* _Information shown_
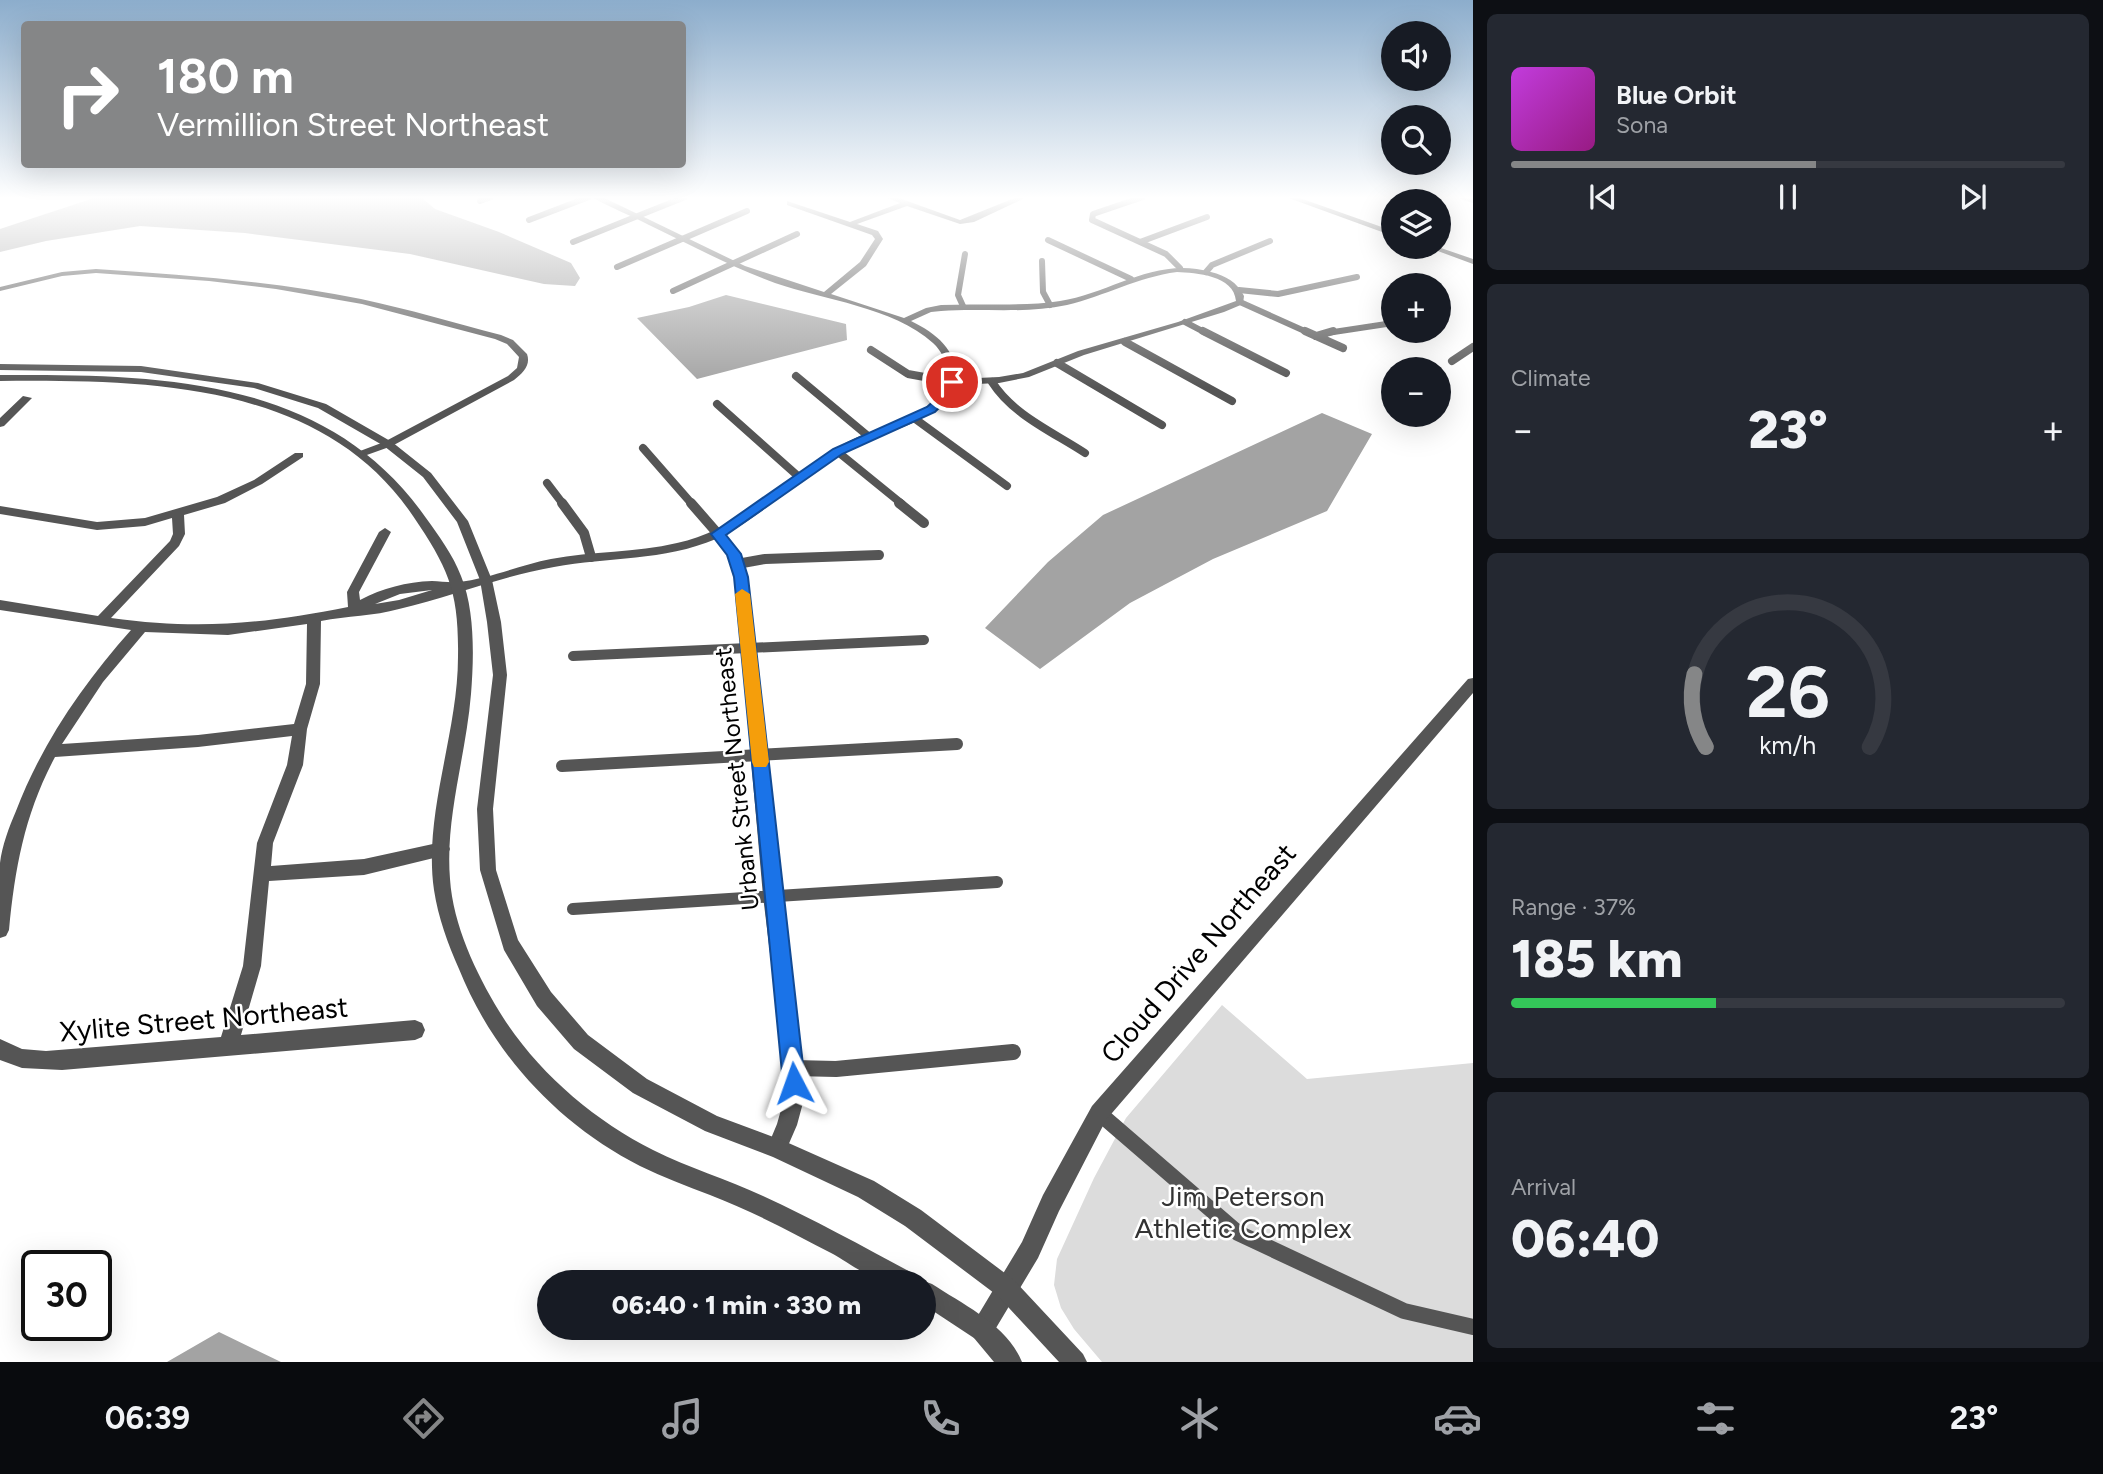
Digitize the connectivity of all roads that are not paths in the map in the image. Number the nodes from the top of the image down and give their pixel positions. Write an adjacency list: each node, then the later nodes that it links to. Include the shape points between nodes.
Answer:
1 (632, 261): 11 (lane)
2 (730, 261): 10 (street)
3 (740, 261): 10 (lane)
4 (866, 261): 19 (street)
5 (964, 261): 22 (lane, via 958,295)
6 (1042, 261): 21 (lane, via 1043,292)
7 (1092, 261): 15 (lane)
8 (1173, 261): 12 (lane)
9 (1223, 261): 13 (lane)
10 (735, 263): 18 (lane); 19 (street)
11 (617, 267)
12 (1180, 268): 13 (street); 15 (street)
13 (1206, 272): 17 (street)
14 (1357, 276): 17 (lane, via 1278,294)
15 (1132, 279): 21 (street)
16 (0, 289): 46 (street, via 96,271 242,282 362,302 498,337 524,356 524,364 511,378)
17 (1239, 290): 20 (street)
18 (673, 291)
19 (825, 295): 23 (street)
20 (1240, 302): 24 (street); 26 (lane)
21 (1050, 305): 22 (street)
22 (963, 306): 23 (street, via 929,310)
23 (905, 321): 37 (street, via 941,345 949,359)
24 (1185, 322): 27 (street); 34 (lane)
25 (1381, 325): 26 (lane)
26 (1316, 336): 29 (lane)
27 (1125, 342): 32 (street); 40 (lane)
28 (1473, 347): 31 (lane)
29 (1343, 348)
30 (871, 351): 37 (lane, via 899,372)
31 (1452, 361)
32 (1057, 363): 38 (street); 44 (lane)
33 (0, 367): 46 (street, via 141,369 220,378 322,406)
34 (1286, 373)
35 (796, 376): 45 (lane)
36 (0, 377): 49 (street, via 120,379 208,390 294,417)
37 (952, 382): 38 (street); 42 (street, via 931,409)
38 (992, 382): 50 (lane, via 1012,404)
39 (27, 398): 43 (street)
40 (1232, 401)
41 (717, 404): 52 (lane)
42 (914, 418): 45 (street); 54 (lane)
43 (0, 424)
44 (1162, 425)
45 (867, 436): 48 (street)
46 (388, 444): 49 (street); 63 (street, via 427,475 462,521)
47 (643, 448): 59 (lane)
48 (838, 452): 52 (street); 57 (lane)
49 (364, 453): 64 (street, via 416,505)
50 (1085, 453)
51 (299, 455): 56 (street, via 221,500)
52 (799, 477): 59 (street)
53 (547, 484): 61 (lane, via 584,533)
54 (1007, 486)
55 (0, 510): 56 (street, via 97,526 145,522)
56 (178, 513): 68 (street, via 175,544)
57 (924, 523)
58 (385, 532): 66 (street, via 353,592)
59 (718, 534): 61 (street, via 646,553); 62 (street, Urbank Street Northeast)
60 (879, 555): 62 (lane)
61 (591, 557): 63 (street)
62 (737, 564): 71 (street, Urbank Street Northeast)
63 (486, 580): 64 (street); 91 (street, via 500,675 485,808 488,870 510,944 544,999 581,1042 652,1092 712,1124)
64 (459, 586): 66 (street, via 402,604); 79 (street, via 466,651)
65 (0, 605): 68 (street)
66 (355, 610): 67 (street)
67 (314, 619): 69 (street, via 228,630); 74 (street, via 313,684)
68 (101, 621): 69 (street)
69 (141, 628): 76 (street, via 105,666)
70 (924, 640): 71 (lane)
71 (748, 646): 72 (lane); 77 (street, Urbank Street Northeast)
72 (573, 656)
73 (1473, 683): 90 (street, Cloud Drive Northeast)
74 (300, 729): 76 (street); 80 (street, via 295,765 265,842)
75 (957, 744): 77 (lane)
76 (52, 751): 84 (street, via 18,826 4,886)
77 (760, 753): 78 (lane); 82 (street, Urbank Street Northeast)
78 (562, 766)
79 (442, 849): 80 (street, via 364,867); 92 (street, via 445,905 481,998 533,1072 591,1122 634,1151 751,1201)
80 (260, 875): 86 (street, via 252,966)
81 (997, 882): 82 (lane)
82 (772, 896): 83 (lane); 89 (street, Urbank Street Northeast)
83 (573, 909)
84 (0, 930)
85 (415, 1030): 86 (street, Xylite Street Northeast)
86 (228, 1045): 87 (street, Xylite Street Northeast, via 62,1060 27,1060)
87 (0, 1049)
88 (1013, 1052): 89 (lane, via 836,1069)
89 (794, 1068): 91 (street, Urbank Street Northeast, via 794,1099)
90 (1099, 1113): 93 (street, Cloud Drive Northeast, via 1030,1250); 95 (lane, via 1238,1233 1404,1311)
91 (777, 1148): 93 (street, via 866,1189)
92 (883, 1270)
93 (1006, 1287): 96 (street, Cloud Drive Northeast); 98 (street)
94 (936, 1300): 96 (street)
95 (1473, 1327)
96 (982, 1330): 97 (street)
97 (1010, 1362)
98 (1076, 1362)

* _Try it_
Could you give all of the data again exactly as written, omitting any pictures?

* _Solution to this task_
Digitize the connectivity of all roads that are not paths in the map in the image. Number the nodes from the top of the image down and give their pixel positions. Write an adjacency list: each node, then the later nodes that it links to. Include the shape points between nodes.
Answer:
1 (632, 261): 11 (lane)
2 (730, 261): 10 (street)
3 (740, 261): 10 (lane)
4 (866, 261): 19 (street)
5 (964, 261): 22 (lane, via 958,295)
6 (1042, 261): 21 (lane, via 1043,292)
7 (1092, 261): 15 (lane)
8 (1173, 261): 12 (lane)
9 (1223, 261): 13 (lane)
10 (735, 263): 18 (lane); 19 (street)
11 (617, 267)
12 (1180, 268): 13 (street); 15 (street)
13 (1206, 272): 17 (street)
14 (1357, 276): 17 (lane, via 1278,294)
15 (1132, 279): 21 (street)
16 (0, 289): 46 (street, via 96,271 242,282 362,302 498,337 524,356 524,364 511,378)
17 (1239, 290): 20 (street)
18 (673, 291)
19 (825, 295): 23 (street)
20 (1240, 302): 24 (street); 26 (lane)
21 (1050, 305): 22 (street)
22 (963, 306): 23 (street, via 929,310)
23 (905, 321): 37 (street, via 941,345 949,359)
24 (1185, 322): 27 (street); 34 (lane)
25 (1381, 325): 26 (lane)
26 (1316, 336): 29 (lane)
27 (1125, 342): 32 (street); 40 (lane)
28 (1473, 347): 31 (lane)
29 (1343, 348)
30 (871, 351): 37 (lane, via 899,372)
31 (1452, 361)
32 (1057, 363): 38 (street); 44 (lane)
33 (0, 367): 46 (street, via 141,369 220,378 322,406)
34 (1286, 373)
35 (796, 376): 45 (lane)
36 (0, 377): 49 (street, via 120,379 208,390 294,417)
37 (952, 382): 38 (street); 42 (street, via 931,409)
38 (992, 382): 50 (lane, via 1012,404)
39 (27, 398): 43 (street)
40 (1232, 401)
41 (717, 404): 52 (lane)
42 (914, 418): 45 (street); 54 (lane)
43 (0, 424)
44 (1162, 425)
45 (867, 436): 48 (street)
46 (388, 444): 49 (street); 63 (street, via 427,475 462,521)
47 (643, 448): 59 (lane)
48 (838, 452): 52 (street); 57 (lane)
49 (364, 453): 64 (street, via 416,505)
50 (1085, 453)
51 (299, 455): 56 (street, via 221,500)
52 (799, 477): 59 (street)
53 (547, 484): 61 (lane, via 584,533)
54 (1007, 486)
55 (0, 510): 56 (street, via 97,526 145,522)
56 (178, 513): 68 (street, via 175,544)
57 (924, 523)
58 (385, 532): 66 (street, via 353,592)
59 (718, 534): 61 (street, via 646,553); 62 (street, Urbank Street Northeast)
60 (879, 555): 62 (lane)
61 (591, 557): 63 (street)
62 (737, 564): 71 (street, Urbank Street Northeast)
63 (486, 580): 64 (street); 91 (street, via 500,675 485,808 488,870 510,944 544,999 581,1042 652,1092 712,1124)
64 (459, 586): 66 (street, via 402,604); 79 (street, via 466,651)
65 (0, 605): 68 (street)
66 (355, 610): 67 (street)
67 (314, 619): 69 (street, via 228,630); 74 (street, via 313,684)
68 (101, 621): 69 (street)
69 (141, 628): 76 (street, via 105,666)
70 (924, 640): 71 (lane)
71 (748, 646): 72 (lane); 77 (street, Urbank Street Northeast)
72 (573, 656)
73 (1473, 683): 90 (street, Cloud Drive Northeast)
74 (300, 729): 76 (street); 80 (street, via 295,765 265,842)
75 (957, 744): 77 (lane)
76 (52, 751): 84 (street, via 18,826 4,886)
77 (760, 753): 78 (lane); 82 (street, Urbank Street Northeast)
78 (562, 766)
79 (442, 849): 80 (street, via 364,867); 92 (street, via 445,905 481,998 533,1072 591,1122 634,1151 751,1201)
80 (260, 875): 86 (street, via 252,966)
81 (997, 882): 82 (lane)
82 (772, 896): 83 (lane); 89 (street, Urbank Street Northeast)
83 (573, 909)
84 (0, 930)
85 (415, 1030): 86 (street, Xylite Street Northeast)
86 (228, 1045): 87 (street, Xylite Street Northeast, via 62,1060 27,1060)
87 (0, 1049)
88 (1013, 1052): 89 (lane, via 836,1069)
89 (794, 1068): 91 (street, Urbank Street Northeast, via 794,1099)
90 (1099, 1113): 93 (street, Cloud Drive Northeast, via 1030,1250); 95 (lane, via 1238,1233 1404,1311)
91 (777, 1148): 93 (street, via 866,1189)
92 (883, 1270)
93 (1006, 1287): 96 (street, Cloud Drive Northeast); 98 (street)
94 (936, 1300): 96 (street)
95 (1473, 1327)
96 (982, 1330): 97 (street)
97 (1010, 1362)
98 (1076, 1362)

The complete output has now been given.